Former Vice President Dick Cheney is widely reported to have been principally responsible for suborning then-NSA Director Michael Hayden into violating what had formerly been the "First Commandment" at NSA -- "Thou Shalt Not Eavesdrop on Americans Without a Court Warrant." So it is no surprise to see Cheney come out of the woodwork and renew his contribution toward giving dishonesty a bad name.

On December 29, Cheney picked up where Senator Feinstein and former FBI Director Robert Mueller left off in promoting the disingenuous claim that had NSA's bulk collection been in place before 9/11, the attacks that day would probably have been prevented. Adding to his unenviable record for credibility on Sunday talk shows, Cheney told Fox News Sunday:

"As everybody who's been associated with the program has said, if we had this before 9/11, when there were two terrorists in San Diego -- two hijackers -- had been able to use that program, that capability, against that target, we might well have been able to prevent 9/11."

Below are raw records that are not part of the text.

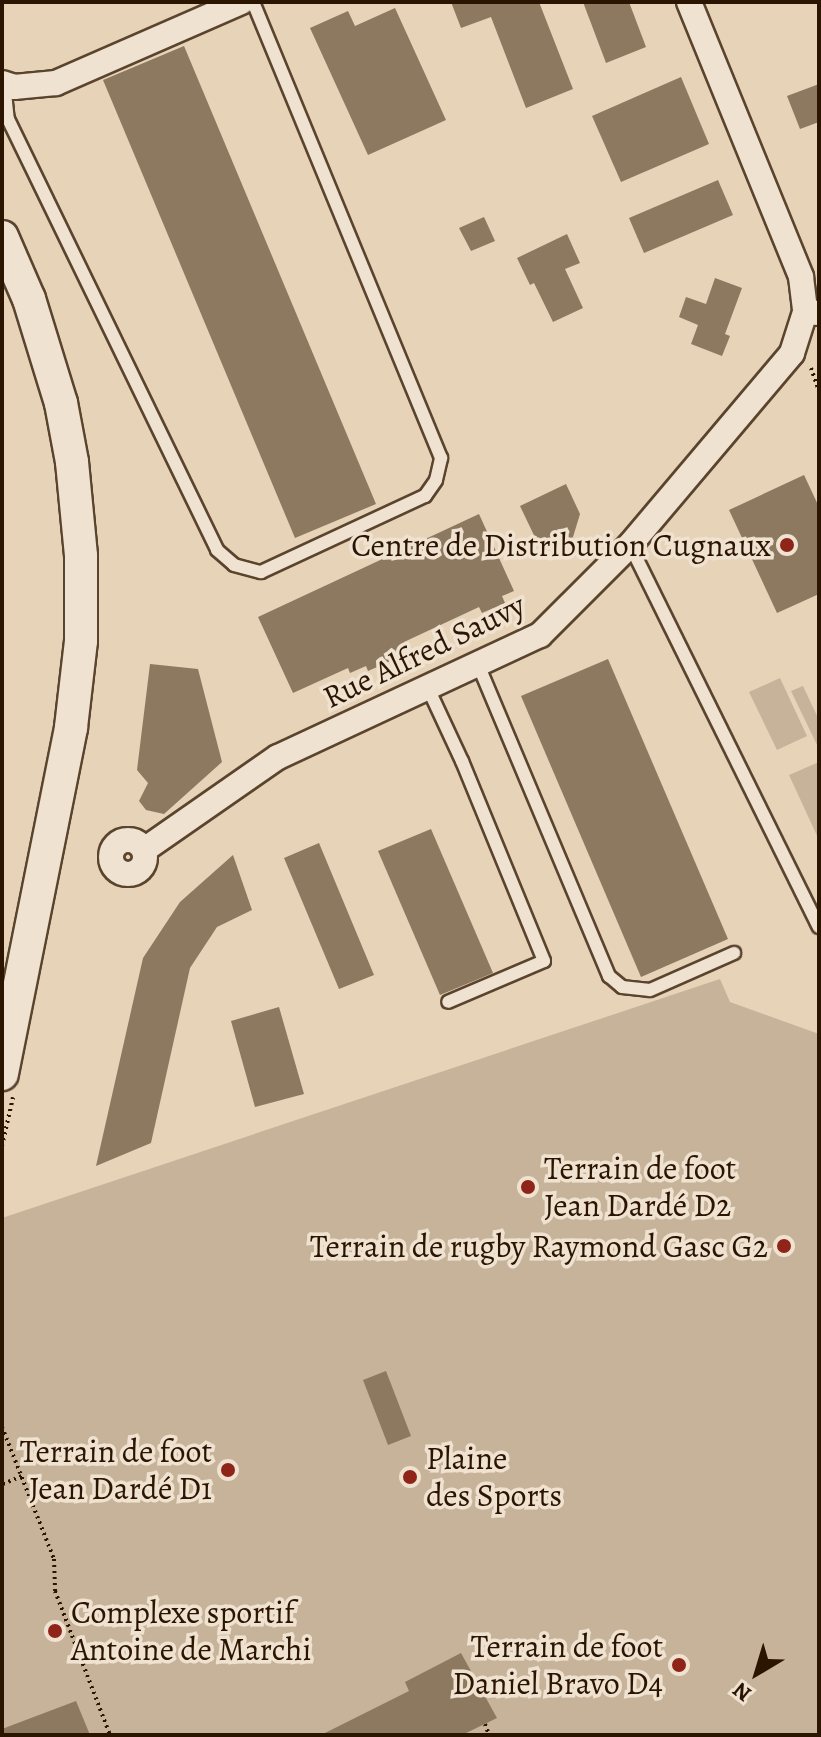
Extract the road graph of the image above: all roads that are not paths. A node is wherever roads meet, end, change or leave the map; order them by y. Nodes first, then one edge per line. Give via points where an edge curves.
1 (241, 2) edge
2 (253, 2) edge
3 (689, 2) edge
4 (3, 83) edge
5 (2, 237) edge
6 (812, 312) edge
7 (630, 545) junction
8 (477, 662) junction
9 (427, 686) junction
10 (144, 850) dead end
11 (819, 927) edge
12 (734, 953) dead end
13 (448, 1002) dead end
14 (2, 1074) edge

1 - 4 street via 56,83
2 - 4 lane via 441,458 425,496 261,572 234,565 217,550 8,119
3 - 6 street, Rue Alfred Sauvy
5 - 14 main road via 29,299 61,403 78,506 81,600 67,755
6 - 7 street, Rue Alfred Sauvy via 792,353
7 - 8 street, Rue Alfred Sauvy via 540,635
7 - 11 lane
8 - 9 street, Rue Alfred Sauvy
8 - 12 lane via 609,976 622,987 650,990
9 - 10 street, Rue Alfred Sauvy via 278,757
9 - 13 lane via 544,961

Cheney was basking in the glow of Judge William Pauley's ruling two days earlier that NSA's bulk collection is legal, in contrast to Judge Richard Leon's ruling on December 16 that it was "almost certainly" unconstitutional. Pauley simply bought into the NSA/Feinstein/Mueller mantra, hook, line and sinker. The mantra cannot bear close scrutiny, however, no matter how many leading lights of Establishment Washington sing it.

Former FBI Director Robert Mueller had prepared the ground for Cheney, when Mueller gave factually incorrect testimony to the Senate Judiciary Committee on June 13, 2013. Mueller said that we "could not know who was calling into that particular safe house [in Yemen]. We came to find out afterwards that the person who had called into that safe house was al-Mihdhar, who was in the United States in San Diego."

Mueller was stretching the truth well beyond the breaking point in saying "we could not know." His intent became abundantly clear as he proceeded to put his mouth around the Big Whopper: "If we had had this program [bulk collection of telephone records] in place at that time, we would have been able to identify that particular telephone number in San Diego." Here was the FBI director kicking dust into the eyes of gullible Senators, in order to defend an NSA program of dubious effectiveness and even more dubious constitutionality.

More recently, the "outside" insider reportedly leading your Review Group, former CIA Deputy Director Mike Morell, recited the mantra in a December 19 op-ed in the Washington Post.  Morell claimed that "had the program been in place more than a decade ago, it would likely have prevented 9/11."

Khalid al-Mihdhar

The poster boy for this PR ploy is Khalid al-Mihdhar, one of the hijackers of AA-77, who had been communicating from San Diego with people in a known al-Qaeda terrorist safe house in Yemen. Al-Mihdhar had been on the radar of U.S. intelligence at least since 1999, when NSA picked up communications from a "terrorist facility" implicating him. In early 2000 he lived in San Diego, California, with fellow hijacker Nawaf al-Hazmi.

NSA knew the telephone number of the safe house in Yemen at least by 1996 and was, of course, keeping track of calls to it from the U.S. Would Mueller, Morell and Cheney have us believe NSA doesn't know about caller ID? As William Binney has explained, automated systems take over when such calls are made and as long as you have one valid number you can obtain the other. Was it a case of gross ineptitude on NSA's part; or was NSA deliberately withholding information linking al-Mihdhar to the known al-Qaeda base in Yemen?

Richard Clarke, who was White House counterterrorism czar from 1998 through 2001, has told ProPublica that NSA had both the ability and the legal authority to trace calls from Mihdhar to Yemen. Clarke is correct. The targeting had been done; the numbers were known. The necessary authorities already existed.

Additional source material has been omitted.